Questionably useful use of Python April 14, 2009 9:21 PM   Subscribe

Script for turning exported MeFi comments into XML, if you're into that sort of thing.

I question whether this is going to interest or appeal to anyone besides myself, but I had a bit too much free time on my hands earlier today and ended up writing a little Python script to convert the flat text files you get if you download your comment history, into XML.

This is in itself not terribly useful, but it does put the comments into a format where they can be worked on and mixed up with XSL. If that sort of thing gets you going, then maybe you'll find it useful. If not ... well, probably not.

There are some usage/syntax notes at the top of the file; it runs from the command line (and you have to have Python installed). I've tested it on my own comments on both a Mac and a Windows machine and it seems to work OK, but it's possible it might choke on yours.

If you spot a bug or want to improve it in some way, please feel free.
posted by Kadin2048 to MetaFilter-Related at 9:21 PM (26 comments total) 3 users marked this as a favorite

I'm a little drunk. I'm not certain if this is the optimal place to notify other users of this, but there you are.

Also, Python makes me very happy.

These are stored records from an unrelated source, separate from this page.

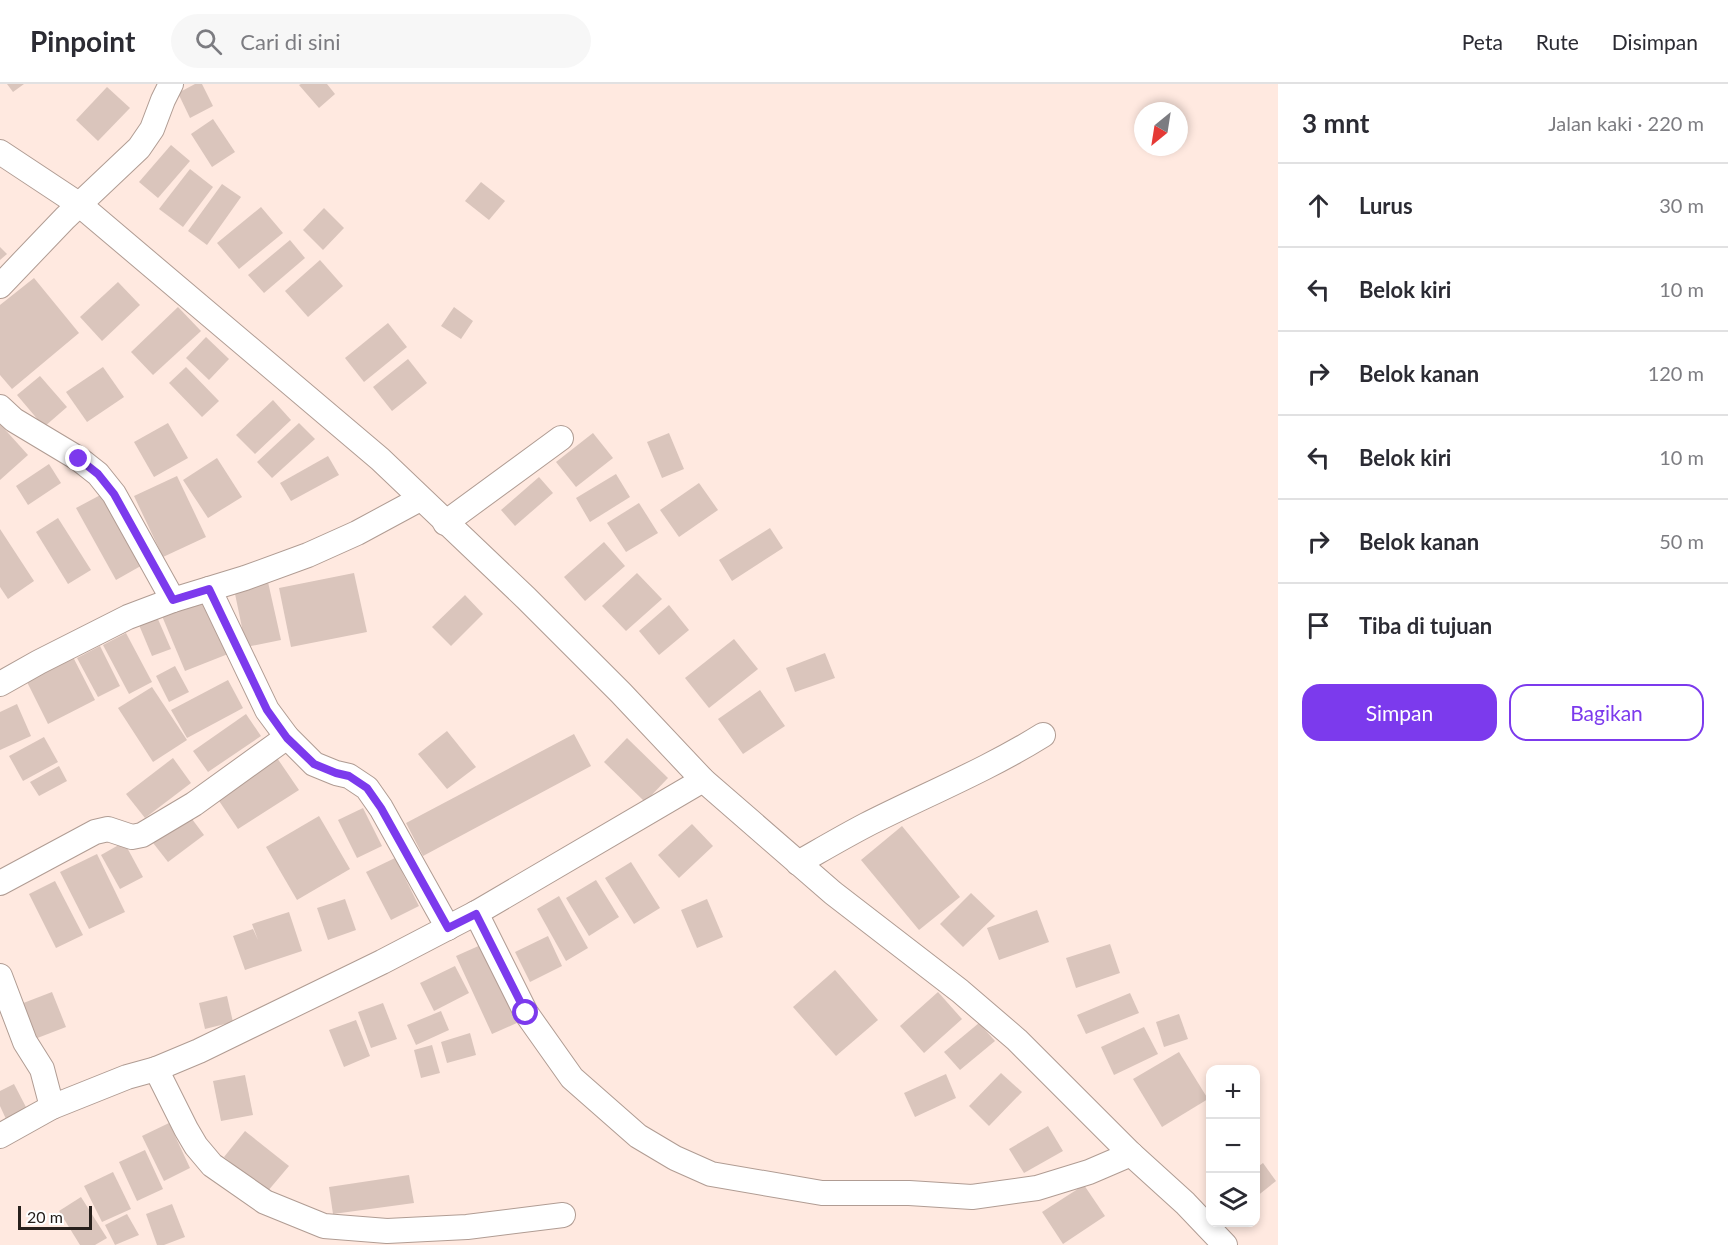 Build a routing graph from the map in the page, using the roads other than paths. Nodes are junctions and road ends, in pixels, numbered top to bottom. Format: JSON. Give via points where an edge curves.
{"nodes":[{"id":1,"x":171,"y":84,"type":"edge"},
{"id":2,"x":0,"y":152,"type":"edge"},
{"id":3,"x":80,"y":205,"type":"junction"},
{"id":4,"x":0,"y":286,"type":"edge"},
{"id":5,"x":0,"y":407,"type":"edge"},
{"id":6,"x":561,"y":438,"type":"dead end"},
{"id":7,"x":420,"y":498,"type":"junction"},
{"id":8,"x":445,"y":523,"type":"junction"},
{"id":9,"x":209,"y":589,"type":"junction"},
{"id":10,"x":173,"y":600,"type":"junction"},
{"id":11,"x":0,"y":684,"type":"edge"},
{"id":12,"x":1043,"y":735,"type":"dead end"},
{"id":13,"x":287,"y":738,"type":"junction"},
{"id":14,"x":703,"y":780,"type":"junction"},
{"id":15,"x":798,"y":863,"type":"junction"},
{"id":16,"x":0,"y":883,"type":"edge"},
{"id":17,"x":476,"y":914,"type":"junction"},
{"id":18,"x":448,"y":928,"type":"junction"},
{"id":19,"x":0,"y":976,"type":"edge"},
{"id":20,"x":156,"y":1069,"type":"junction"},
{"id":21,"x":52,"y":1107,"type":"junction"},
{"id":22,"x":0,"y":1136,"type":"edge"},
{"id":23,"x":1131,"y":1154,"type":"junction"},
{"id":24,"x":563,"y":1215,"type":"dead end"},
{"id":25,"x":1225,"y":1245,"type":"edge"}],
"edges":[{"from":1,"to":3,"type":"street","via":[[152,129],[139,148]]},
{"from":2,"to":3,"type":"street"},
{"from":3,"to":4,"type":"street"},
{"from":3,"to":7,"type":"street","via":[[380,459]]},
{"from":5,"to":10,"type":"street","via":[[98,474],[114,494]]},
{"from":6,"to":8,"type":"street"},
{"from":7,"to":8,"type":"street"},
{"from":7,"to":9,"type":"street","via":[[337,542]]},
{"from":8,"to":14,"type":"street","via":[[526,598]]},
{"from":9,"to":10,"type":"street"},
{"from":9,"to":13,"type":"street","via":[[267,710]]},
{"from":10,"to":11,"type":"street","via":[[128,617]]},
{"from":12,"to":15,"type":"street"},
{"from":13,"to":16,"type":"street","via":[[194,804],[142,835],[95,832]]},
{"from":13,"to":18,"type":"street","via":[[314,764],[349,776],[367,788]]},
{"from":14,"to":15,"type":"street"},
{"from":14,"to":17,"type":"street"},
{"from":15,"to":23,"type":"street","via":[[1017,1040]]},
{"from":17,"to":18,"type":"street"},
{"from":17,"to":23,"type":"street","via":[[526,1013],[572,1078],[638,1136],[711,1174],[822,1193],[972,1197],[1037,1188]]},
{"from":18,"to":20,"type":"street"},
{"from":19,"to":21,"type":"street","via":[[25,1042],[42,1069]]},
{"from":20,"to":21,"type":"street"},
{"from":20,"to":24,"type":"street","via":[[186,1129],[212,1165],[265,1202],[324,1226],[387,1231],[466,1227]]},
{"from":21,"to":22,"type":"street"},
{"from":23,"to":25,"type":"street"}]} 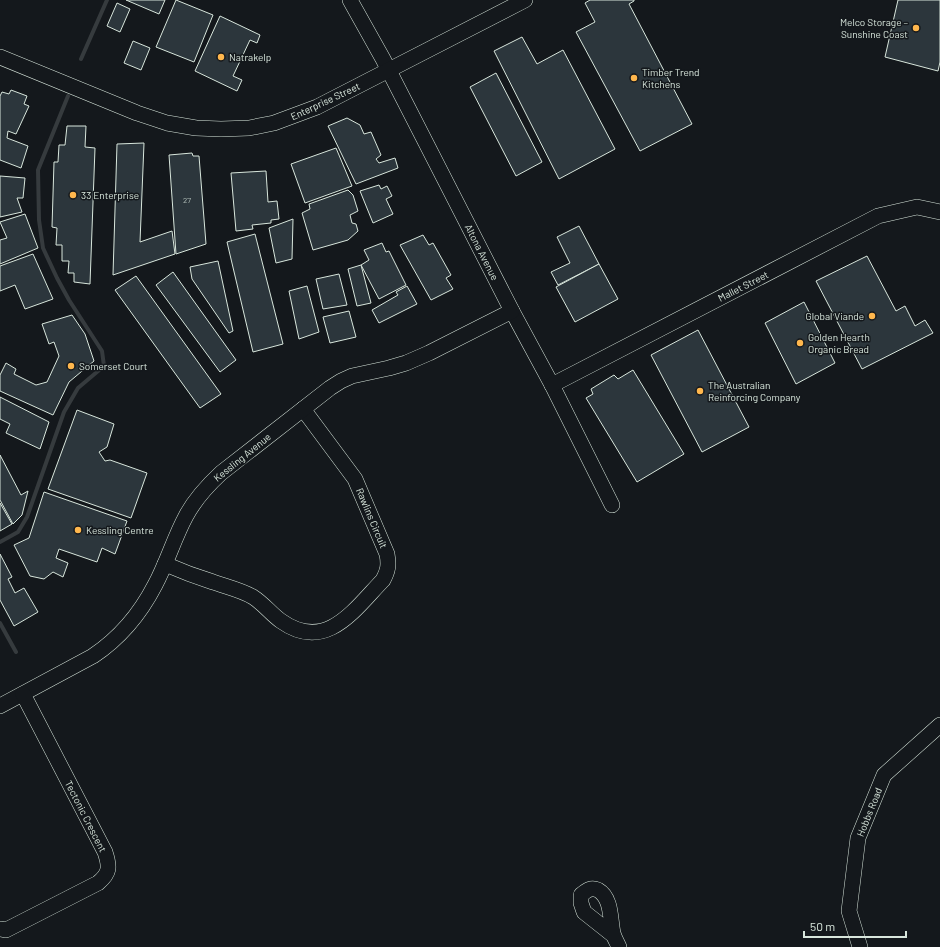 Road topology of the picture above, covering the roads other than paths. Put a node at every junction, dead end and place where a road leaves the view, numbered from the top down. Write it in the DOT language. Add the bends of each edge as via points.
graph roads {
  1 [pos="350,0"];
  2 [pos="525,0"];
  3 [pos="0,57"];
  4 [pos="389,71"];
  5 [pos="940,212"];
  6 [pos="512,311"];
  7 [pos="552,385"];
  8 [pos="303,409"];
  9 [pos="612,505"];
  10 [pos="165,564"];
  11 [pos="23,694"];
  12 [pos="0,706"];
  13 [pos="940,725"];
  14 [pos="0,929"];
  15 [pos="860,947"];
  1 -- 4 [label="street, Altona Avenue"];
  2 -- 4 [label="street, Enterprise Street"];
  3 -- 4 [label="street, Enterprise Street" via="144,116 196,128 221,129 249,128 296,116"];
  4 -- 6 [label="street, Altona Avenue"];
  5 -- 7 [label="street, Mallet Street" via="917,207 878,216"];
  6 -- 7 [label="street, Altona Avenue"];
  6 -- 8 [label="street, Kessling Avenue" via="406,363 352,376 330,388"];
  7 -- 9 [label="street, Altona Avenue"];
  8 -- 10 [label="street, Kessling Avenue" via="210,483 186,516"];
  8 -- 10 [label="street, Rawlins Circuit" via="360,487 388,554 389,564 383,580 335,626 311,633 289,626 259,601 244,593"];
  10 -- 11 [label="street, Kessling Avenue" via="143,605 121,634 107,647"];
  11 -- 12 [label="street, Kessling Avenue"];
  11 -- 14 [label="street, Tectonic Crescent" via="109,863 105,877 98,883 6,930"];
  13 -- 15 [label="street, Hobbs Road" via="884,775 858,838 849,911"];
}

Thank you, Kadin2048, for coming back in time 39 years to tell us this.
posted by koeselitz at 9:55 PM on April 14, 2009


RIDE THE SNAKE
posted by Blazecock Pileon at 10:15 PM on April 14, 2009 [5 favorites]


RIDE IT
posted by boo_radley at 10:24 PM on April 14, 2009


I do what I can.

In the future, we do all our computations on giant snakes.
posted by Kadin2048 at 10:55 PM on April 14, 2009 [2 favorites]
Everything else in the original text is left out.